En el fondo la misma prisa, la misma sospecha que anidó en el corazón del profeta, atenazan con frecuencia a los hombres de cada época, y entonces la esperanza que trajo Jesús se ve sustituida por otros tantos proyectos de salvación. Pero hoy como ayer, el problema hay que centrarlo en los hechos. Jesús no confrontó las dudas de Juan con un discurso filosófico, sino con los hechos que sucedían a su alrededor y de los que se hablaba en toda Judea. Y la historia de la Iglesia, desde entonces hasta nuestros días, no es sino una sucesión de hechos con los cuales el Dios que ha tomado un rostro humano desafía el escepticismo de cada generación.
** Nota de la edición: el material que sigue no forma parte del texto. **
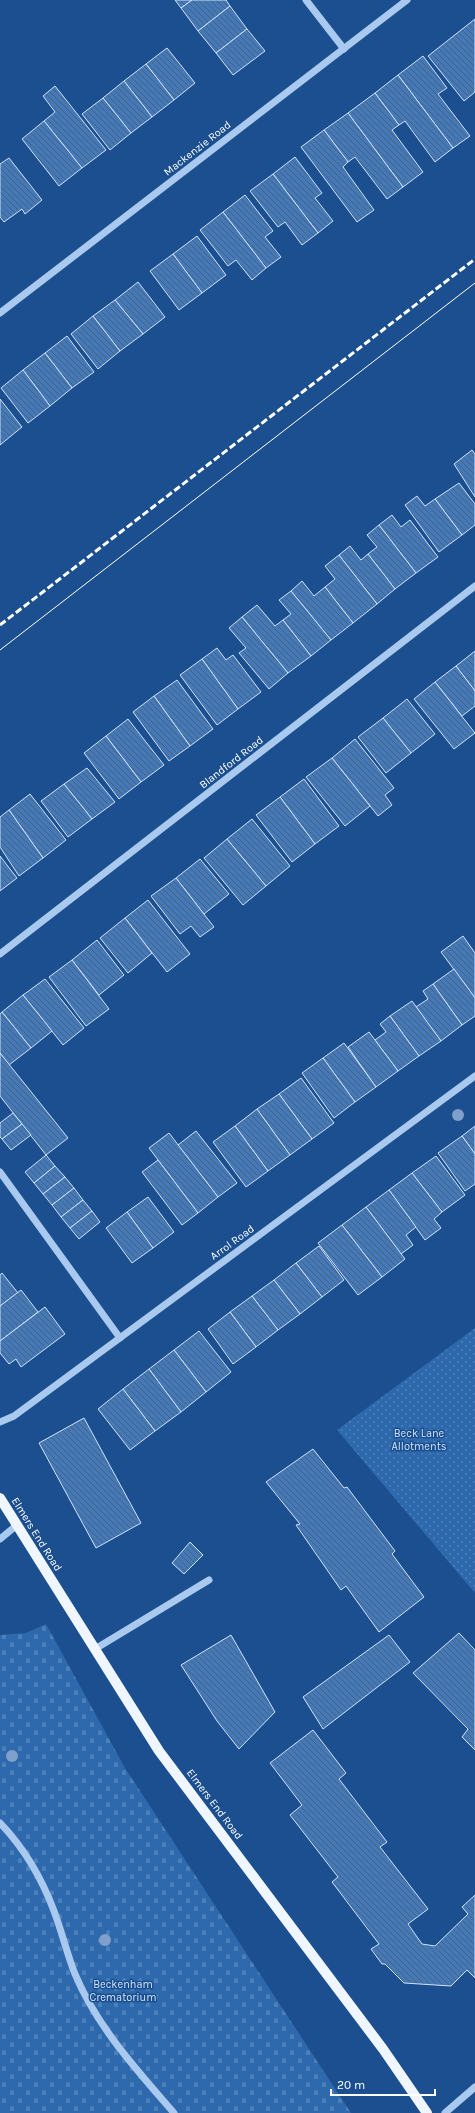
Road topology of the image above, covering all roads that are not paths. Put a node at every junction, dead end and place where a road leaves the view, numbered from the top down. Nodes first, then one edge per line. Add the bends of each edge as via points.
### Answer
1 (306, 0) edge
2 (407, 0) edge
3 (344, 49) junction
4 (0, 313) edge
5 (475, 586) edge
6 (0, 954) edge
7 (475, 1076) edge
8 (0, 1172) edge
9 (120, 1338) junction
10 (0, 1422) edge
11 (0, 1498) edge
12 (17, 1524) junction
13 (0, 1540) edge
14 (209, 1580) dead end
15 (95, 1649) junction
16 (0, 1823) edge
17 (475, 2087) edge
18 (174, 2113) edge
19 (427, 2113) edge
20 (446, 2113) edge

1 - 3 street
2 - 3 street, Mackenzie Road
3 - 4 street, Mackenzie Road
5 - 6 street, Blandford Road
7 - 9 street, Arrol Road
8 - 9 street
9 - 10 street, Arrol Road via 14,1416
11 - 12 main road, Elmers End Road
12 - 13 street
12 - 15 main road, Elmers End Road
14 - 15 street
15 - 19 main road, Elmers End Road via 159,1750 383,2049
16 - 18 street via 12,1836 35,1871 53,1910 75,1975 92,2007 120,2049
17 - 20 street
La encíclica Spe Salvi viene a ser, en este sentido, como la sal que a un tiempo sana y escuece sobre la herida de nuestra época, porque frente a la divinización de la ciencia, de la política o del bienestar consumista, nos presenta el florecer de la humanidad que ha forjado en la historia el encuentro con Jesucristo. Una humanidad que sorprende dentro de las circunstancias de cada día, ya sean pacíficas o violentas, placenteras o dolorosas, por la belleza y la verdad que manifiesta. Como ha recordado Benedicto XVI en el Ángelus del pasado Domingo, "la alegría cristiana brota en esta certeza: Dios está próximo, está conmigo, está con nosotros, en la alegría y en la tristeza, en la salud y en la enfermedad, como amigo y esposo fiel, y esta alegría permanece también en la prueba, en el sufrimiento mismo, y permanece no superficialmente, sino en lo profundo de la persona que se entrega a Dios y confía en Él".
Y a continuación, el Papa ha propuesto la figura de la Madre Teresa de Calcuta como testimonio elocuente de esa verdad que acompaña la existencia cristiana a través de los siglos. A ella no se le ahorraron ni el contacto con la miseria, ni la experiencia del fracaso y de la calumnia, ni siquiera la prueba de la noche oscura de la fe... y sin embargo, nos dejó el testimonio de que, al acoger a Cristo, "tenemos en nuestro poder estar en el paraíso ya desde aquí y desde este momento". Es el mismo testimonio que atraviesa toda la encíclica, desde los más antiguos como Ambrosio, Agustín o Bernardo de Claraval, hasta los más modernos como la esclava sudanesa Josefina Bakhita o el mártir vietnamita Le-Bao-Thin. Ellos nos demuestran que aunque el desorden y la injusticia parezcan dominar los tiempos de la historia, ésta se puede cambiar desde dentro, generando un espacio de libertad, de razón y de bondad, en el que todos se reconocen más plenamente humanos. Como afirma Benedicto XVI en Jesús de Nazaret, "la causa de Dios parece estar siempre como en agonía, sin embargo se demuestra como la que verdaderamente permanece y salva".
En la Navidad de 2007, a la Iglesia que parece una barca frágil navegando en medio de las tormentas de la historia, se le plantea la misma pregunta que formulaban los enviados de Juan el Bautista. Su respuesta sólo puede ser el testimonio de hombres y mujeres cambiados por el encuentro con Cristo, hombres y mujeres cuya presencia en las diversas circunstancias de la vida sea capaz de liberar tanta ceguera, de abrir tanta cerrazón, y de anunciar la única esperanza que no defrauda. Ese es el atrevimiento ingenuo que moverá siempre a los cristianos, frente a la prepotencia cínica de los poderosos y los sabios de cada época.